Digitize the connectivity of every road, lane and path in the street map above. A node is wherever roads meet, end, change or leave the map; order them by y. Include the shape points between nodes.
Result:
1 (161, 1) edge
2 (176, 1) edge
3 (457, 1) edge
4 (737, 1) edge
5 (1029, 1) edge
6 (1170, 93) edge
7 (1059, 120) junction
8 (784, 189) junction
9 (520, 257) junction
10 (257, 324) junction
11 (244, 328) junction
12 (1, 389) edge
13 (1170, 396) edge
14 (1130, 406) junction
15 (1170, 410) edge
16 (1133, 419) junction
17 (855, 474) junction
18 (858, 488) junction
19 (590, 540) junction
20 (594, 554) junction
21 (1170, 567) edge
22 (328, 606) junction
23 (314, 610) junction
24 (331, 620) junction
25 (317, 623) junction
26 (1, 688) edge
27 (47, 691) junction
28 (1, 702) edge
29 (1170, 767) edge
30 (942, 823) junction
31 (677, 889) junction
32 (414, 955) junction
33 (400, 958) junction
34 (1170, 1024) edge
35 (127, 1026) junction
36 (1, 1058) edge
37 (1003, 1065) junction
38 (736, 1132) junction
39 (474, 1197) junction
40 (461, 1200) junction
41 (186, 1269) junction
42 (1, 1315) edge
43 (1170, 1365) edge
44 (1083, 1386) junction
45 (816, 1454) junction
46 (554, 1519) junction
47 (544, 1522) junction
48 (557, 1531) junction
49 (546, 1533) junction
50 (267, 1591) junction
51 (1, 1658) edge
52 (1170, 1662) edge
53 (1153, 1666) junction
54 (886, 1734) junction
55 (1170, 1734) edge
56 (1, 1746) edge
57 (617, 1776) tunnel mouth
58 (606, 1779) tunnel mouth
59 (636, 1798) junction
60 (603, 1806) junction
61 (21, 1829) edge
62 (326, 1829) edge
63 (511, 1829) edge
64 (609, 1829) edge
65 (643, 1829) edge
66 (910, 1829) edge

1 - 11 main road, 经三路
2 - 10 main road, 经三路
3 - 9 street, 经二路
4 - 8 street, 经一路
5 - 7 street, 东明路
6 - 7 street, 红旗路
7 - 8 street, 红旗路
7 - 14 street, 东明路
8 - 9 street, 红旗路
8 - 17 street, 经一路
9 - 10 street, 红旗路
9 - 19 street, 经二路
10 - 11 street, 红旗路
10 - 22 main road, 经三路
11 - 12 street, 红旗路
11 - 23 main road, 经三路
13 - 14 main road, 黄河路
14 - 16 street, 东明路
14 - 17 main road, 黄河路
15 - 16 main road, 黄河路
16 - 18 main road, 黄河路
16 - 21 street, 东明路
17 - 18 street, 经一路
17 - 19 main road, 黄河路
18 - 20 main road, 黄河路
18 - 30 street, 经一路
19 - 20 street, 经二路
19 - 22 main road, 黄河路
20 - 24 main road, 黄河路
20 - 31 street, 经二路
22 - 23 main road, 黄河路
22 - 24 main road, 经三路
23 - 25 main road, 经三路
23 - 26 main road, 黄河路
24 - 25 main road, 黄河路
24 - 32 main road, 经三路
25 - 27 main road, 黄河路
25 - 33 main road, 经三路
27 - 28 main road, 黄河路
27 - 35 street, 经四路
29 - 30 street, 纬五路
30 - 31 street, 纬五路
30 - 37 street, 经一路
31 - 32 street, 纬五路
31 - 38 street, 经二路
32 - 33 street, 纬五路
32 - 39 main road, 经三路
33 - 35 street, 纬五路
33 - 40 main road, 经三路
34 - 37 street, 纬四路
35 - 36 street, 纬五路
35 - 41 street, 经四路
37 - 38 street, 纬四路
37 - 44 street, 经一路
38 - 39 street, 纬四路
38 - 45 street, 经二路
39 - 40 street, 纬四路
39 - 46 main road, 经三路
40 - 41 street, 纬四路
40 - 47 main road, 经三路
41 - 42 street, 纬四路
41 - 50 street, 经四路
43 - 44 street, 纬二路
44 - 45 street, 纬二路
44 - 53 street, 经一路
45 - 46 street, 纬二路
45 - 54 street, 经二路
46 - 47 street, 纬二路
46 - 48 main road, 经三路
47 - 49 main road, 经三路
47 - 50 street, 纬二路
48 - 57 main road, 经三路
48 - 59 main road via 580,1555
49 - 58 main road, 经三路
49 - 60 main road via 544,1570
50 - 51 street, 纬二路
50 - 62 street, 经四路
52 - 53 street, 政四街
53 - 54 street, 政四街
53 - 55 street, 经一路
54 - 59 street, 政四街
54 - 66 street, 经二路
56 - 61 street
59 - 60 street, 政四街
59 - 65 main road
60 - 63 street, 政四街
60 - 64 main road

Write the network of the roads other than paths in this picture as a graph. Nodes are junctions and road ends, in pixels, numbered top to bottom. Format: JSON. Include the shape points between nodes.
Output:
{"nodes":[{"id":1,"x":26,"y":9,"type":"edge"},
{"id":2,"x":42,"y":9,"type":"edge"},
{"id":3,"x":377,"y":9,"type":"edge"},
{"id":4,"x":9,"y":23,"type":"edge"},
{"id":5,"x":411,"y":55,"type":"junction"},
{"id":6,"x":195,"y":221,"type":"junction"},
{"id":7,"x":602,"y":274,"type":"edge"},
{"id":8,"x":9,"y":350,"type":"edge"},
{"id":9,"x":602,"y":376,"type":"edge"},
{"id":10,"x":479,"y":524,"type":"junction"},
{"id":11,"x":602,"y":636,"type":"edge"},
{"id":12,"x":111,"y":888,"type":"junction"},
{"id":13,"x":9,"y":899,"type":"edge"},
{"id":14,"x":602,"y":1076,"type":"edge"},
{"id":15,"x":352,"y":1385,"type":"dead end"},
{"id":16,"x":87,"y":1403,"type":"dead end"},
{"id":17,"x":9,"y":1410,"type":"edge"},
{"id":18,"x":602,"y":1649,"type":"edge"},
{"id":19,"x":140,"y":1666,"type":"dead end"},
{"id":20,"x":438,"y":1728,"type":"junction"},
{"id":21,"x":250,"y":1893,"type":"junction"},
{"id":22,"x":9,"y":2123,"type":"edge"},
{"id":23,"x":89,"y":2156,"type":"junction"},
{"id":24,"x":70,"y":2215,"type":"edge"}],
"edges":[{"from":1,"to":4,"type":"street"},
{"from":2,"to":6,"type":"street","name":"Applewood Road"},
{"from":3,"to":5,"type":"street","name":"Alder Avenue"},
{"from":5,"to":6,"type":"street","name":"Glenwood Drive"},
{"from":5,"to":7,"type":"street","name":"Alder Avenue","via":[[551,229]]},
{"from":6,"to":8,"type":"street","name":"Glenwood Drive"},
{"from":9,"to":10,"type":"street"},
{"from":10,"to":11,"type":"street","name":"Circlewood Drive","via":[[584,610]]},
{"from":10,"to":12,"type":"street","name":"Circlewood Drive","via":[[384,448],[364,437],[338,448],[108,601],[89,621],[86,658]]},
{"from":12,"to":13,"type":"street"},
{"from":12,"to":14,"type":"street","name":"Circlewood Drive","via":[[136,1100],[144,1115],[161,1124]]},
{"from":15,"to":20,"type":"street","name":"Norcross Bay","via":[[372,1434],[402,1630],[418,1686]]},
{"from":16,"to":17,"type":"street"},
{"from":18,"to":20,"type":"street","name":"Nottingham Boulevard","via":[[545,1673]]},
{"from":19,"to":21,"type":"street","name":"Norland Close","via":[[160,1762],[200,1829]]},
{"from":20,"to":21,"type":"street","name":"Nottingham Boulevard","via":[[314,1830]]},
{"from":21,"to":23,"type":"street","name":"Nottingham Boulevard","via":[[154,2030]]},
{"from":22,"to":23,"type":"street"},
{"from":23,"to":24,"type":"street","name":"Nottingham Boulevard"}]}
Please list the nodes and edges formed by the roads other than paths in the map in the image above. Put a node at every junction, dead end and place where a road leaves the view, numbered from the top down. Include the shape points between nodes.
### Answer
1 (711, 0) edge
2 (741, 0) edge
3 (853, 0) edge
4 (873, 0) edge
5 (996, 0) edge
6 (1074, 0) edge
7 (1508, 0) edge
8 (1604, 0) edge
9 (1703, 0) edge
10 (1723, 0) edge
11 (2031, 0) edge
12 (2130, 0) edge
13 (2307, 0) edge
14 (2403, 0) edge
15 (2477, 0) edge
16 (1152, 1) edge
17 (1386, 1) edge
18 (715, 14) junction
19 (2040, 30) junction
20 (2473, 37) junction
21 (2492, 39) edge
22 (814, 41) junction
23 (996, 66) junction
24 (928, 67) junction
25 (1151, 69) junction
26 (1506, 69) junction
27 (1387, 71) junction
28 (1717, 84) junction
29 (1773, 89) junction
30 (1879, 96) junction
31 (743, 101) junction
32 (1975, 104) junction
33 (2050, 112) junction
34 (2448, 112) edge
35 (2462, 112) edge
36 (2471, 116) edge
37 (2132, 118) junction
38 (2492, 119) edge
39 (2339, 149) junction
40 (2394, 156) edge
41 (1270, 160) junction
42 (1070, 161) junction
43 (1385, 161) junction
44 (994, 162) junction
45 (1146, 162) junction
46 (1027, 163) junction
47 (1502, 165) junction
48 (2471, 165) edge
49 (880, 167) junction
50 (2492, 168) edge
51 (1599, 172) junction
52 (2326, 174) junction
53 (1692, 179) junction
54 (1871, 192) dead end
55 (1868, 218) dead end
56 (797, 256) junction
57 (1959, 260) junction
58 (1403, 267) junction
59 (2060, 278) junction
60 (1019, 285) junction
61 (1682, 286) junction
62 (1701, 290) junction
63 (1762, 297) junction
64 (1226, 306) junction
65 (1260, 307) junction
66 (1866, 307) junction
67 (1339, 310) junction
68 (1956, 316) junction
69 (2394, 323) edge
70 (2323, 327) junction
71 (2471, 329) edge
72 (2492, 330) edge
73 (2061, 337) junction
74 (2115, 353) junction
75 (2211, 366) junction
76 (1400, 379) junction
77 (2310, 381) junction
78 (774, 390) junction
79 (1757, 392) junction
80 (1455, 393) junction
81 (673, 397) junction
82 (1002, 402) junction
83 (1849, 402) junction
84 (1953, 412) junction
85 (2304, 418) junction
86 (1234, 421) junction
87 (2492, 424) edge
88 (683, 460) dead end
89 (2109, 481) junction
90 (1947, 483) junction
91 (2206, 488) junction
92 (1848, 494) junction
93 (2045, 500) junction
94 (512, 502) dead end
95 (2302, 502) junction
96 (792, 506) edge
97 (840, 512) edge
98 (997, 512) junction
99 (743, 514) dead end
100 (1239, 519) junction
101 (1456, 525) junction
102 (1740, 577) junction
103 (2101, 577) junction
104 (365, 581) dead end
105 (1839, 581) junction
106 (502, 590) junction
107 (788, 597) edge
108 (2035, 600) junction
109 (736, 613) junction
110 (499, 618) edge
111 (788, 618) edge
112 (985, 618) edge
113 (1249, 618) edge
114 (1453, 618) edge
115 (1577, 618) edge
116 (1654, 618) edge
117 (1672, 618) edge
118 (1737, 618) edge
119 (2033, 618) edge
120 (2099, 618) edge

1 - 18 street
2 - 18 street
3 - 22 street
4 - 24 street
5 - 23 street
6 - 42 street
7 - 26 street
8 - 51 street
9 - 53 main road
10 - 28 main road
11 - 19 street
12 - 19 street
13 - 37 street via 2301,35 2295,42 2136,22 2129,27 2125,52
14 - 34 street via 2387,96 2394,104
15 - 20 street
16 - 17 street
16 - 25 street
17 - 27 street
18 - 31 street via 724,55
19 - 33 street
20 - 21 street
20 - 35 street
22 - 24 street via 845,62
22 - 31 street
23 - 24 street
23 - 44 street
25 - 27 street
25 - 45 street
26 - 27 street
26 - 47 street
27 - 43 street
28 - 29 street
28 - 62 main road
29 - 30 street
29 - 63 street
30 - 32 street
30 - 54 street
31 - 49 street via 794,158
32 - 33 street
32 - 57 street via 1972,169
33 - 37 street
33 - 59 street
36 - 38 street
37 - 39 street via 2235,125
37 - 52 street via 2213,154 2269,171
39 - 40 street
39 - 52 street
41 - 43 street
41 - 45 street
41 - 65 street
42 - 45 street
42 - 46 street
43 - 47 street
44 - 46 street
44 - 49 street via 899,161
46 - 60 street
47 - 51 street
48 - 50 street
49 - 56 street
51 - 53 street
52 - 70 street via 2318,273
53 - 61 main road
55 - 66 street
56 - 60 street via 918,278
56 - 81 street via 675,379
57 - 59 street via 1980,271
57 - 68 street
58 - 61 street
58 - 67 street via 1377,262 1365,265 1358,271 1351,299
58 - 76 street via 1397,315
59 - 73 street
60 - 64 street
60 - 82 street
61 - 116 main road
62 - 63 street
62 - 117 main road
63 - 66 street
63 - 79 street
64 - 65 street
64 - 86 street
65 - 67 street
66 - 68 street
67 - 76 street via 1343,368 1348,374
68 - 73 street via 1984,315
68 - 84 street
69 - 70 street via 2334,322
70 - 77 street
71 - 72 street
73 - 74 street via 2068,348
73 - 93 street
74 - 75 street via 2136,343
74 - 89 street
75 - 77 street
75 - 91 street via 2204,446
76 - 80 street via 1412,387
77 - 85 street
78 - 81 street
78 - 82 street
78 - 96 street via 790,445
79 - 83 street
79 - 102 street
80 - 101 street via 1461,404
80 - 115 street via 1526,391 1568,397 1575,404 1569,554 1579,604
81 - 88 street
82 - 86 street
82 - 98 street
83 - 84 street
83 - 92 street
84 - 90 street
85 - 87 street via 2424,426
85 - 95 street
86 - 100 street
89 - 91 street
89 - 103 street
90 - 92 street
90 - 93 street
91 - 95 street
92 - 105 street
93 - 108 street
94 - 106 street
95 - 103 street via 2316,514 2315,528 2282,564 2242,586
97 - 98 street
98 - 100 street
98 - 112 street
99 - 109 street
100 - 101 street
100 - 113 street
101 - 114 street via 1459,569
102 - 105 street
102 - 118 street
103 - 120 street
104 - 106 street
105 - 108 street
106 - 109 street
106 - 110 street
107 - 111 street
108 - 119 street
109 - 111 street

→ Goal of the exercise
In the material above, please find every line that includes the word "Avenue" and copy it.

→ Result
{"from":3,"to":5,"type":"street","name":"Alder Avenue"},
{"from":5,"to":7,"type":"street","name":"Alder Avenue","via":[[551,229]]},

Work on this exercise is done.